The Wonderful Benefits of Serving God
Scripture: Psalm 103:1-22
Everyone who reads the Bible has at least one favorite psalm. One of my favorites is Psalm 103.
It is a celebration of the goodness and blessings of God. It contains no supplication, no request, no petition or plea. It is pure unadulterated praise to God.
David was awestruck with God’s blessings!
When we read Psalm 103, we need to hear the Holy Spirit speaking personally to us. He is telling us to get with the Kingdom program of praise to God!
I. Our Daily Focus
A. To cultivate an attitude of praise and thankfulness to God. (103:1-2a)
In the opening two verses of this psalm, David repeats twice the self-focused exhortation to “bless the LORD.” The term “bless,” when used in reference to God, is to recognize and declare that God is the source of all that is good.
It includes delight of heart and gratitude for all He is and all He does. The word “LORD” is God’s personal name and, since the giving of the Law at Mt Sinai, serves to remind us that God enters into covenant relationship with His people.
In other words, He is a God who cares about every as pect of our lives and desires to encourage, comfort, and provide for all our needs. This self-exhortation to bless the LORD is not unique to this psalm, for example,
“I will bless the LORD at all times;
his praise shall continually be in my mouth” (Psa. 34:1).
The verbal phrase, “I will bless the LORD,” is not a simple future tense (“I will bless the LORD sometime”) or even a statement of fact (“I will bless the LORD”). It is a polite way of commanding oneself to take action!
In other words, don’t just think about it, or mentally agree with the need to bless the LORD, but take a firm grip upon yourself and immediately initiate the required action.
How important is praise and thanksgiving in the life of a believer? The Psalmist tells us, “From the rising of the sun to its setting, the name of the LORD is to be praised!” (Psalm 113:3). In agrarian societies, without the blessing of electricity, people usually began their day with the rising of the sun and ended it and began preparing for bed shortly after it set.

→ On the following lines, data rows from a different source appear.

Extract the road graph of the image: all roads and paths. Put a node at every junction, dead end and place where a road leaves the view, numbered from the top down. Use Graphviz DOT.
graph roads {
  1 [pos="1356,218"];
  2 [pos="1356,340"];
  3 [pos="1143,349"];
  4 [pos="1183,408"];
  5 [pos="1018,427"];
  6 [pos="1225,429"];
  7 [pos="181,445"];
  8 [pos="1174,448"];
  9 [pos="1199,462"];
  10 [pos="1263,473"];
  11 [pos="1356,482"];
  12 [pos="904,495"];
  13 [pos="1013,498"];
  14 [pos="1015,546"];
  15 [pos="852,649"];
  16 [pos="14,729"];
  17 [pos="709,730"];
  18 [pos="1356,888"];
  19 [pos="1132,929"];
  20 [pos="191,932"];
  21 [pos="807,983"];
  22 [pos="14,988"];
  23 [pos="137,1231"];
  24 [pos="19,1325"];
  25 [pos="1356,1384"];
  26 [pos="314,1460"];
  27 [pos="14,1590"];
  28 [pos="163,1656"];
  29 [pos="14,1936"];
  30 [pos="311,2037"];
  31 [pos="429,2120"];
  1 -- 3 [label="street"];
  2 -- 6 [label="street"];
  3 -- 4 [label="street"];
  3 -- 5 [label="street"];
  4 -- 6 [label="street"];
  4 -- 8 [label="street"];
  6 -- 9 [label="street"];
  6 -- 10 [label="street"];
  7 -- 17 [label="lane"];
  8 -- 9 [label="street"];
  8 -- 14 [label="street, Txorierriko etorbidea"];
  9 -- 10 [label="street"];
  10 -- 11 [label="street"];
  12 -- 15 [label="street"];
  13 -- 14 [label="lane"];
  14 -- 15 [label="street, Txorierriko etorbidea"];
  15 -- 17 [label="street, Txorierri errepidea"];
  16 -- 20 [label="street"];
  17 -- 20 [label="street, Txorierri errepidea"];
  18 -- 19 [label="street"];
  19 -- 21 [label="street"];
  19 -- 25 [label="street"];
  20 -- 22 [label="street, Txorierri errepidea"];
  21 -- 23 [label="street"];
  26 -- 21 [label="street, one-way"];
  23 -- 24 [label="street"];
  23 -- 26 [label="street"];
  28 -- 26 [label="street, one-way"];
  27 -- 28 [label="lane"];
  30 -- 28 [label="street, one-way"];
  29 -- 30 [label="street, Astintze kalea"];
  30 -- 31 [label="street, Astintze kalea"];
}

This means that we are to cultivate an attitude of praise and thankfulness to God all day long! Again, the psalmist wrote, “Not to us, O LORD, not to us, but to your name give glory, for the sake of your steadfast love and your faithfulness!” (115:1). Then he resolves, “We will bless the LORD from this time forth and forever more. Praise the LORD!” (115:18).
The last three verses of Psalm 103 contain exhortations for everyone and everything to praise God. “Bless the LORD, O you his angels, you mighty ones who do his word, obeying the voice of his word! Bless the LORD, all his hosts, his ministers, who do his will! Bless the LORD, all his works, in all places of his dominion. Bless the LORD, O my soul!” (vs. 20-23)
Notice that the psalmist realizes that the cultivation of an attitude of praise and thankfulness to God must begin within his own heart.
May I pause at this point and ask you, dear reader, are you responding to God’s call to cultivate a daily focus of praise and thanksgiving? Let’s begin right now!
B. Count your blessings and don’t forget them. (103:2)
In addition to cultivating an attitude of praise and thankfulness to God, we should also count our blessings and make sure we don’t forget them. The psalmist said,
“Bless the LORD, O my soul, and forget not all his benefits!” (103:2).
Human beings are forgetful creatures.
It is amazing to see how many times the Scriptures warn us about “forgetting” (see Deut. 4:9,23; 6:12; 8:11,14, 19; 9:7; 25:19; 2 Kings 17:38; Psa. 9:17; 50:22; 78:7; Pro. 3:1; 4:5; Hos 4:6). F
or most of us, it would be beneficial to keep a record of all the answers to prayer and the blessings God brings into our lives. It would help us to remember. The psalmist asked,
“What shall I render unto GOD for all his benefits toward me?” (Psalm 116:12).
II. Wonderful Benefits That God Provides for All His Children. (Psalm 103:3-5)
What benefits did the psalmist list to serve as fuel to motivate our attitude and practice of praise and thankfulness?
He lists six benefits in verses 3-5.
A. Our God is willing to forgive all our iniquity—“who forgives all your iniquity” (103:3a)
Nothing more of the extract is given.